The second consequence of Mr. Obama’s chosen explanation is political. As is his wont, he took great pains to unite rather than divide: “Those aren’t Democratic or Republican values; 1 per cent values or 99 per cent values. They’re American values, and we have to reclaim them.”
But it might not be quite that easy. He shared the jaw-dropping facts that the average annual income of the top one-100th of the 1 per cent is $27-million, and that the typical CEO makes 110 times more than his typical worker. Mr. Obama wants to believe that “all will benefit” from the vision of America he articulated. But if the problem you are trying to fix is a winner-take-all society, it may take more than rousing rhetoric to persuade the winners to back your plan.
Banksters are attempting the winner-takes-all final victory in their own self-interest. Republicans and Tea Partiers, and Harper neo-cons in Canada are attempting to side with the 1%, or if they can, the top one-100th of the 1%.
The rest of us, finally, have a leader who knows and understands that his political future, and our's, are intimately and inextricably linked to a ballot box in November 2012.
Borrowing from the Occupy Movement, and from Teddy Roosevelt, a Republican President, as Obama has done so often, is not only historic and spirit-lifting. It makes perfect political sense.
Running against either Romney or Gingrich (and Calistta his wife, who has risen to the top of the pyramid of his campaign bosses) means that Obama will have to find more than a single bullet of both rhetoric and policy, as well as achievements, by which to bring an angry, disenchanted and disenfranchised electorate onside.
The Democrats have not been his strongest ally over the last three-plus years, with the Blue Democrats having abandoned his approach too many times.
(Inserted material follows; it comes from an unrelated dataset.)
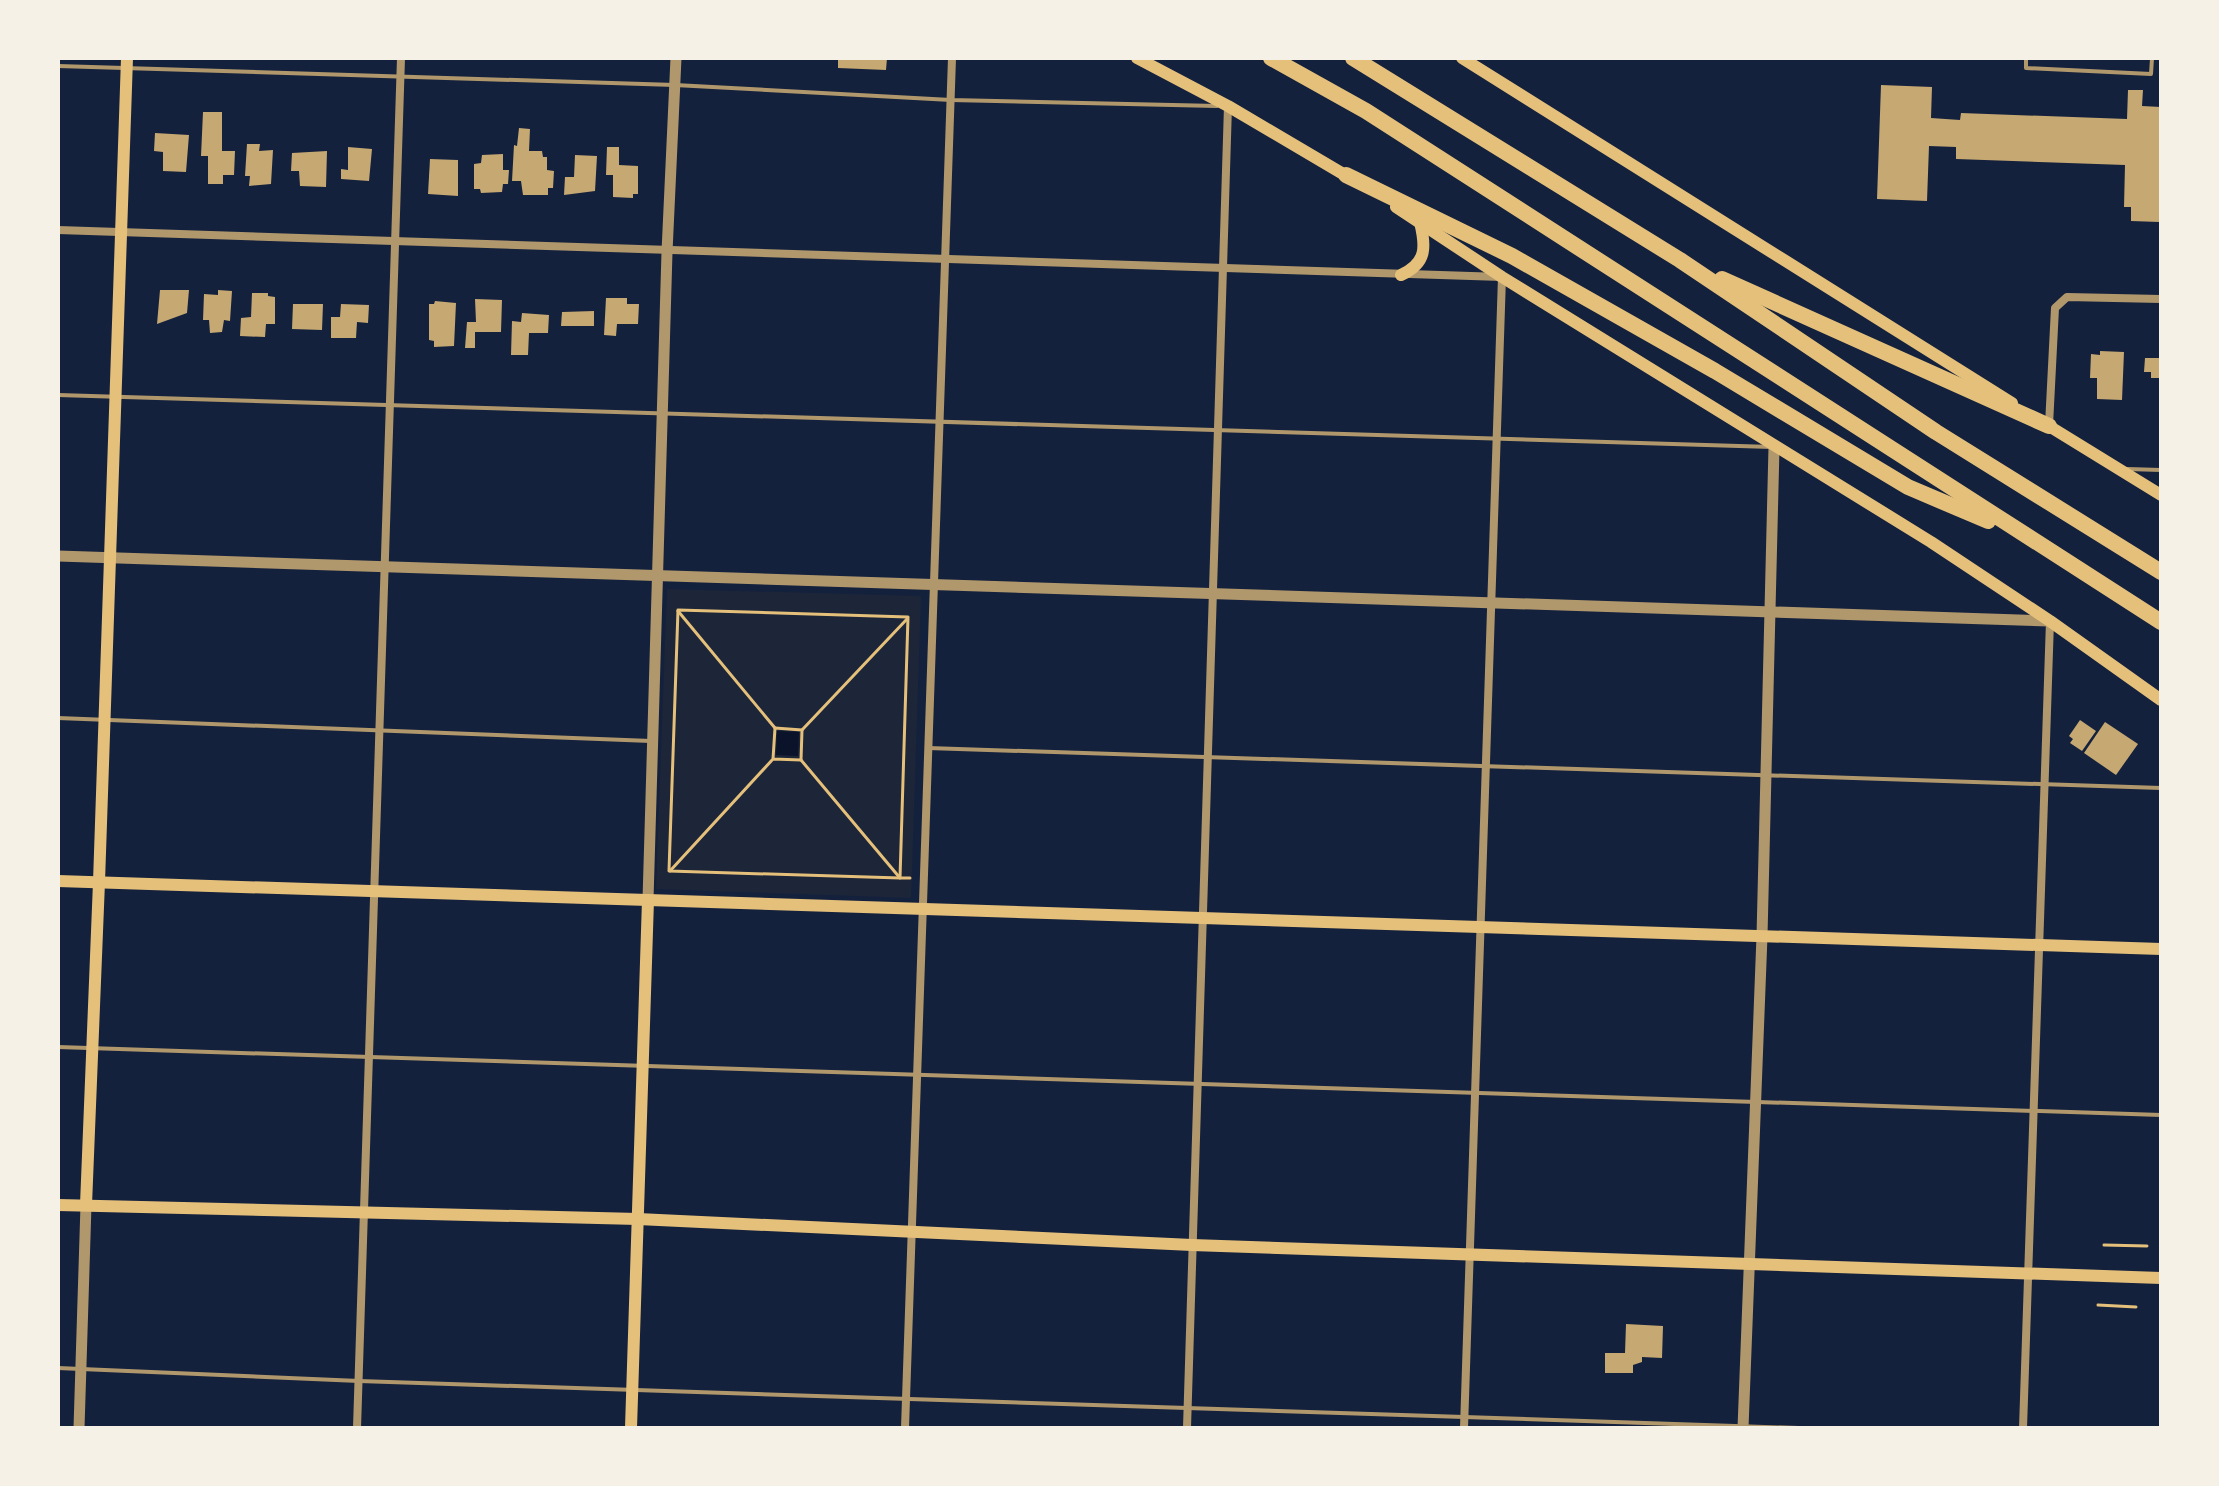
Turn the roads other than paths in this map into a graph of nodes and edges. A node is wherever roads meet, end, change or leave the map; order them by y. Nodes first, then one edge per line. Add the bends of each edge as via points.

Their's has been a house divided, and the Republicans are hoping to seize on that with their united "against taxes and government" approach.
In a libertine country, where guns count more than votes, and dollars more than jobs, and narcissism more than agape or empathy or compassion, and conservative ideology trumps equality, this first black president has taken the gloves off, finally, in his campaign to "save the middle class" from complete extinction.
With Europe having drawn a new treaty, excluding Britain from the fiscal union that includes penalties for spending excesses, and with Obama's numbers dipping to even or below those of his Republican opponents, the world will be watching with more than mere academic interest in the waves of both rhetoric and passion that will sweep over the continent in the next eleven months.
And we will be watching with our self-interest at stake.
This election, unlike many others, is a watershed moment for the American people to push back against a tsunami of ideology that seeks to turn the wealthiest country in the world into a virtual and a literal "gated community" excluding hundreds of millions of ordinary, and mostly under-deployed, educated and under-utilized, professional and under-valued workers, both men and women trying to raise a family, send their kids to college and create a more equitable country, against the growing force, almost like gravity, of a "narcissistic monster" at the top.
We all know that the only ethical route is to defeat the "right" and to restore some balance.
We also know that money, and not ethics, plays too large a hand in this brink-like poker game.
And we are counting on Obama, and all the forces he can and will muster, to bring home the winning run, or the winning basket, or the winning touchdown in the last minutes of what will also be a highly explosive and entertaining piece of political theatre.
Would the Greeks of old not consider this fight for democracy one for the ages?